Around 280 BCE, Aristarchus of Samos offers the first definite discussion of the possibility of a heliocentric cosmos, and uses the size of the Earth's shadow on the Moon to estimate the Moon's orbital radius at 60 Earth radii, and its physical radius as one-third that of the Earth. He made an inaccurate attempt to measure the distance to the Sun, but sufficient to assert that the Sun is bigger than Earth and it is further away than the Moon. So the minor body, the Earth, must orbit the major one, the Sun, and not the opposite.

Following the heliocentric ideas of Aristarcus (but not explicitly supporting them), around 250 BCE Archimedes in his work The Sand Reckoner computes the diameter of the universe centered around the Sun to be about 10^{14} stadia (in modern units, about 2 light years, 18.93×10^12 km, 11.76×10^12 mi).

In Archimedes' own words:

His [Aristarchus'] hypotheses are that the fixed stars and the Sun remain unmoved, that the Earth revolves about the Sun on the circumference of a circle, the Sun lying in the middle of the orbit, and that the sphere of fixed stars, situated about the same center as the Sun, is so great that the circle in which he supposes the Earth to revolve bears such a proportion to the distance of the fixed stars as the center of the sphere bears to its surface.

However, Aristarchus' views were not widely adopted, and the geocentric notion will remain for centuries.
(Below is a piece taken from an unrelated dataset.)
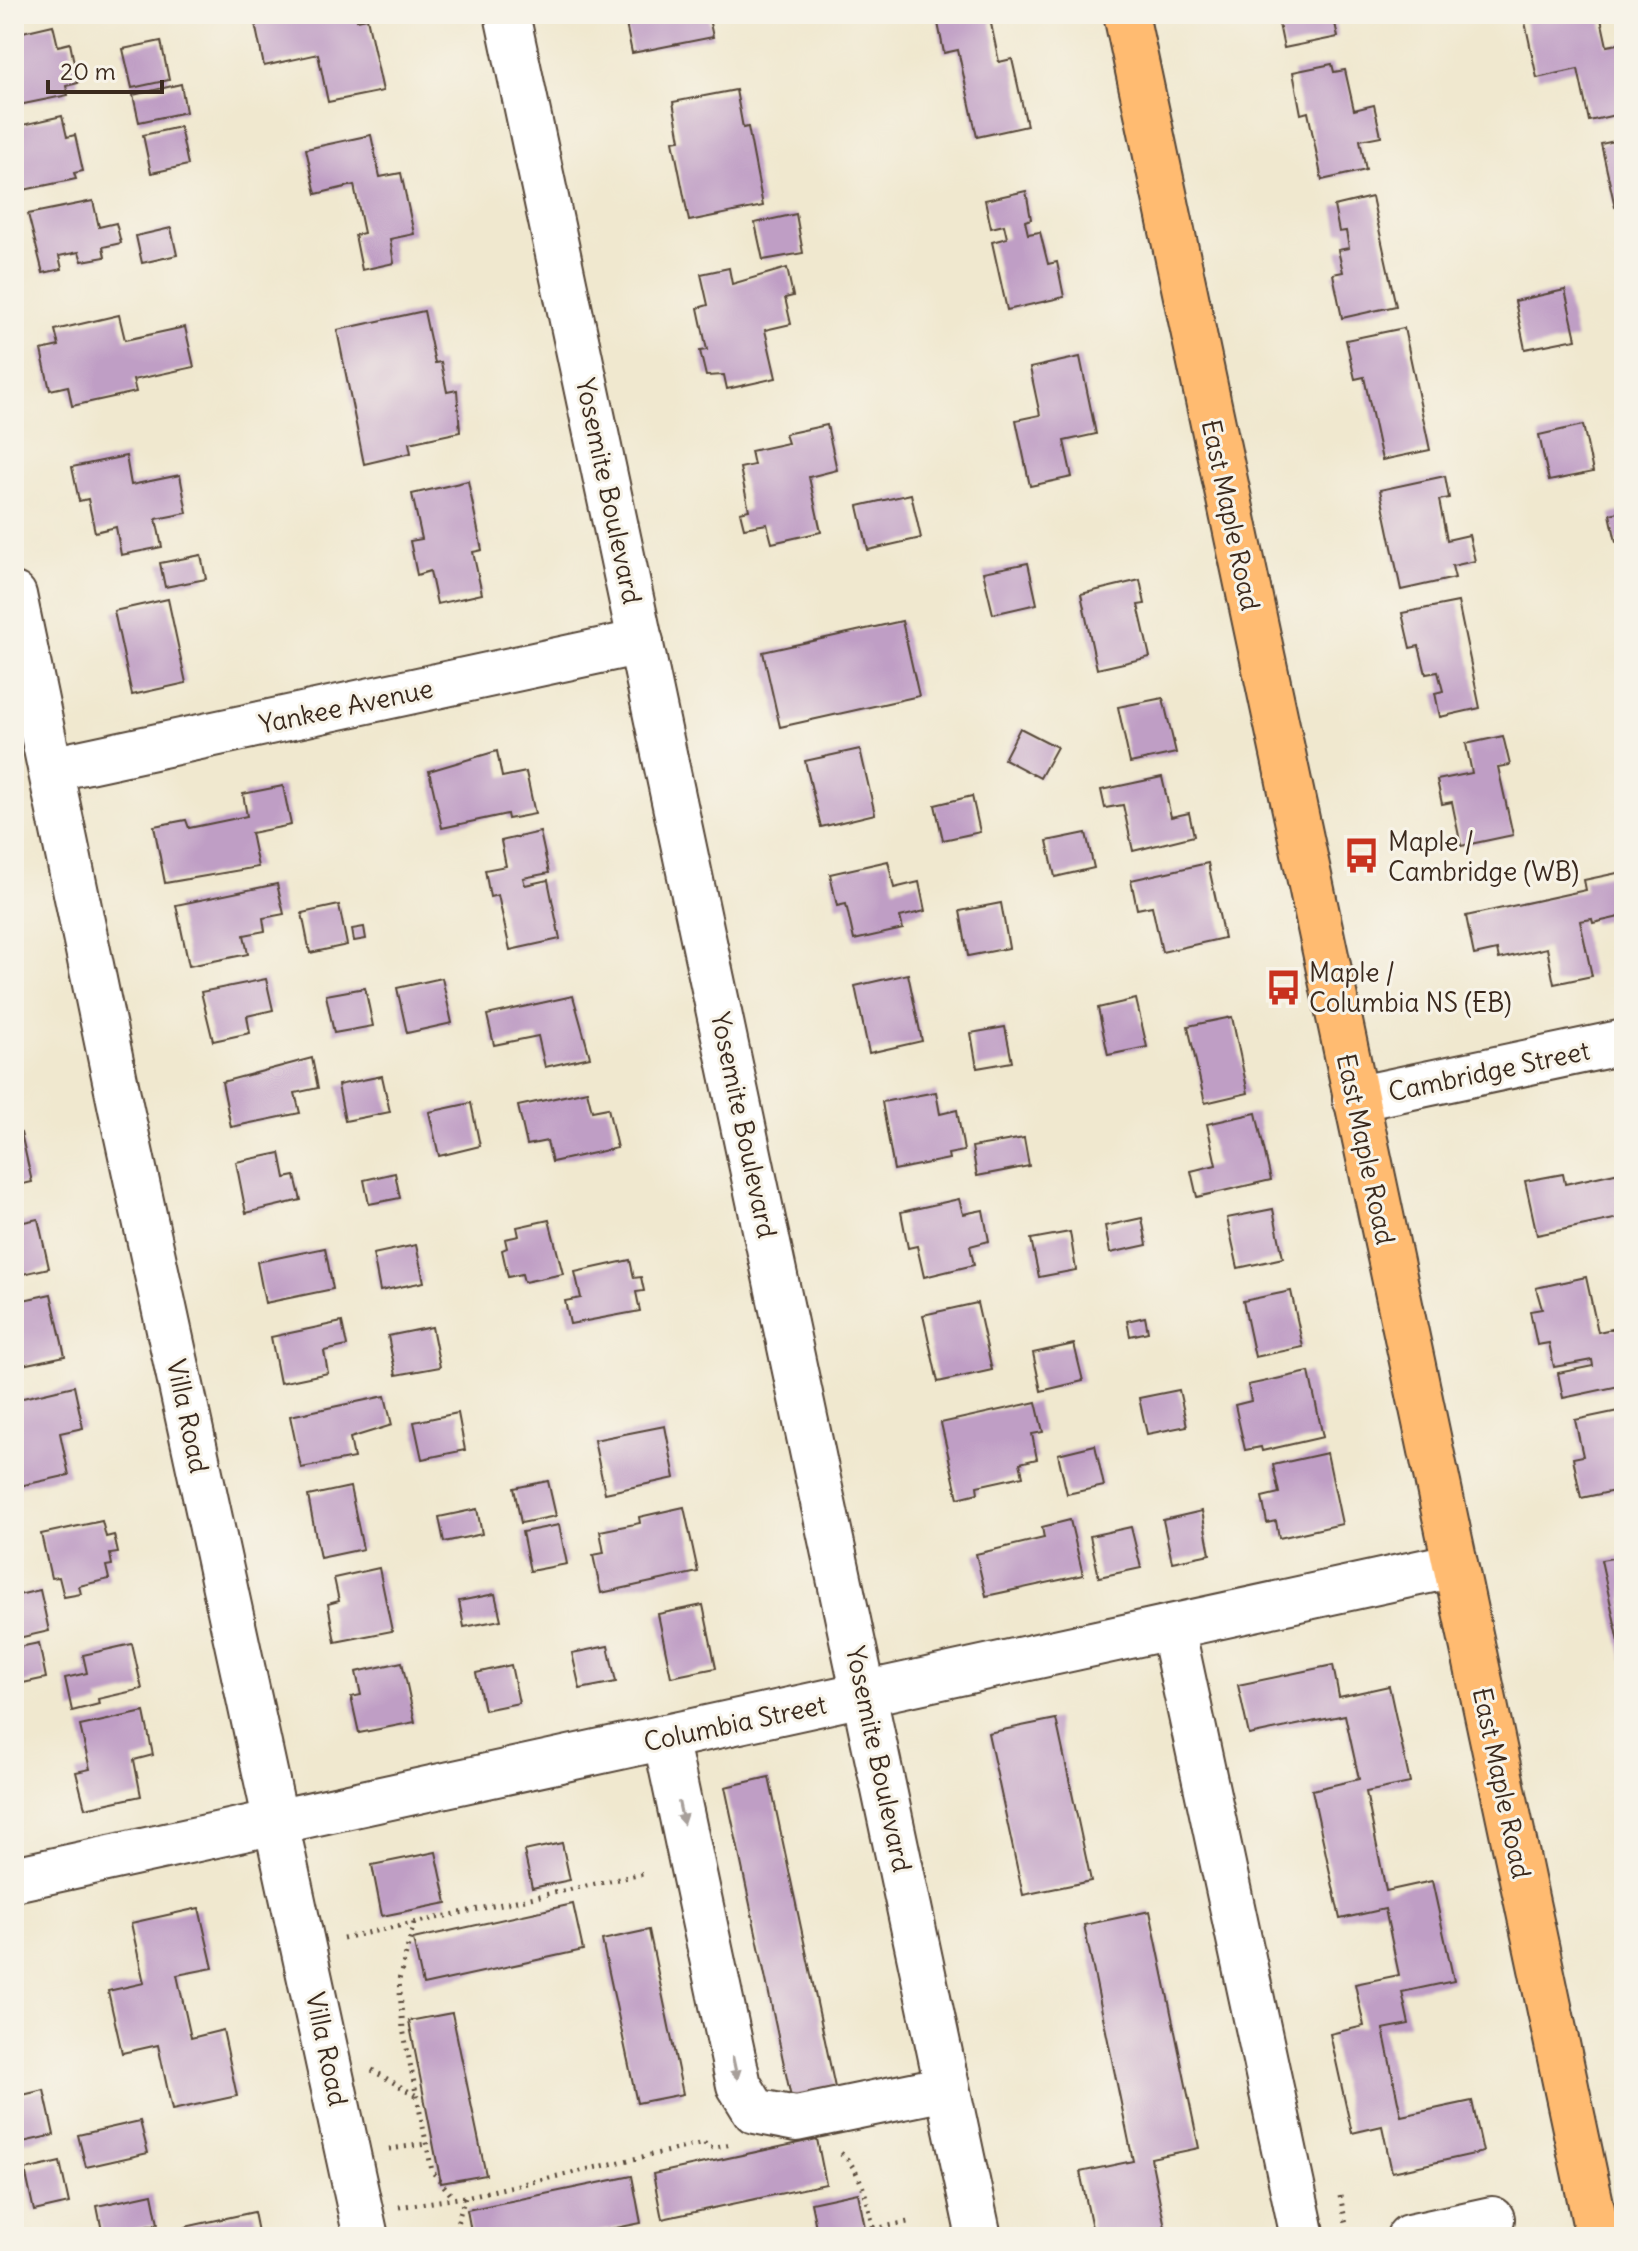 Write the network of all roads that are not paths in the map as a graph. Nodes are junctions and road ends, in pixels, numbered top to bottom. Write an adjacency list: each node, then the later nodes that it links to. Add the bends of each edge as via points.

===Further developments===

The epicycles of the planets in orbit around Earth (Earth at the centre). The path-line is the combined motion of the planet's orbit (deferent) around Earth and within the orbit itself (epicycle).

Around 210 BCE, Apollonius of Perga shows the equivalence of two descriptions of the apparent retrograde planet motions (assuming the geocentric model), one using eccentrics and another deferent and epicycles. The latter will be a key feature for future models. The epicycle is described as a small orbit within a greater one, called the deferent: as a planet orbits the Earth, it also orbits the original orbit, so its trajectory resembles an epitrochoid, as shown in the illustration at left. This could explain how the planet seems to move as viewed from Earth.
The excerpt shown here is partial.